Exercise
Start at the line below containing "middle pip: (554, 170)" and stop at the line containing "index pip: (622, 505)". Repeat every line of that stretch exactly, and nothing outside it.

Data excerpts
• • • •

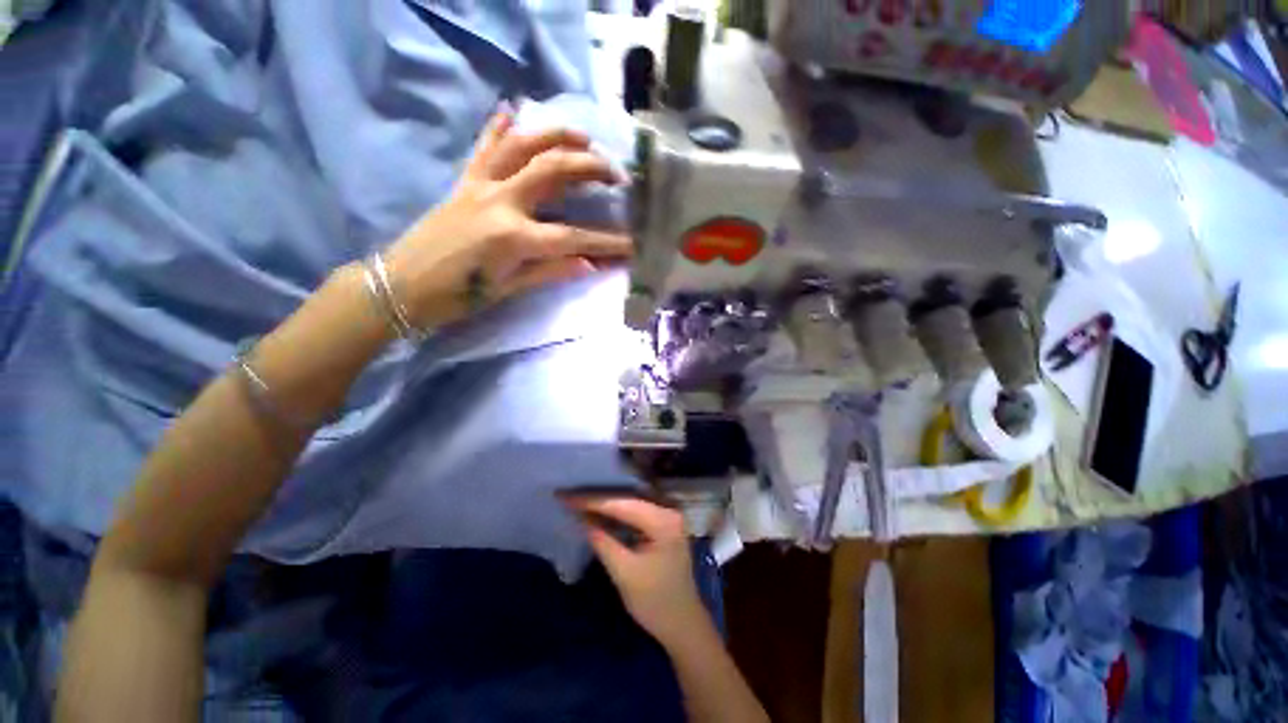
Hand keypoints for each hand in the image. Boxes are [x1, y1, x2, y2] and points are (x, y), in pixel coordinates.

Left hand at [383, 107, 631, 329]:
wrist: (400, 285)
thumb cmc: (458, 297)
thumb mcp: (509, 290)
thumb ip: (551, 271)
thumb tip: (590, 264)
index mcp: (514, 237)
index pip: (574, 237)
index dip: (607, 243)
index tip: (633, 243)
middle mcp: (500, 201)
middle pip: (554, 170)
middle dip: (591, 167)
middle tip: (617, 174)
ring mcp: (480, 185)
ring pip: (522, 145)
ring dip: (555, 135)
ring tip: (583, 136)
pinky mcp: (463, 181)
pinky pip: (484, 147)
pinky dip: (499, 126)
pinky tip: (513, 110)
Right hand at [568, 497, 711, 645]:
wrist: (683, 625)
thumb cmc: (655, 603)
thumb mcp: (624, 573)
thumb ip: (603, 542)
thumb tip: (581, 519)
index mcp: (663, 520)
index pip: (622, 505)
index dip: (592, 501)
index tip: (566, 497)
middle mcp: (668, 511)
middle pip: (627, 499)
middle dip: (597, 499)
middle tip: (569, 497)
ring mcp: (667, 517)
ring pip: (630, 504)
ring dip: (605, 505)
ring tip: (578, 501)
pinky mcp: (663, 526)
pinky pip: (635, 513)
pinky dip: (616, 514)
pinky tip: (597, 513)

• • • •

Exercise result
middle pip: (554, 170)
middle dip: (591, 167)
middle tip: (617, 174)
ring mcp: (480, 185)
ring pip: (522, 145)
ring dip: (555, 135)
ring tip: (583, 136)
pinky mcp: (463, 181)
pinky pip: (484, 147)
pinky dip: (499, 126)
pinky tip: (513, 110)
Right hand at [568, 497, 711, 645]:
wrist: (683, 625)
thumb cmc: (655, 603)
thumb mcp: (624, 573)
thumb ip: (603, 542)
thumb tip: (581, 519)
index mcp: (663, 520)
index pip: (622, 505)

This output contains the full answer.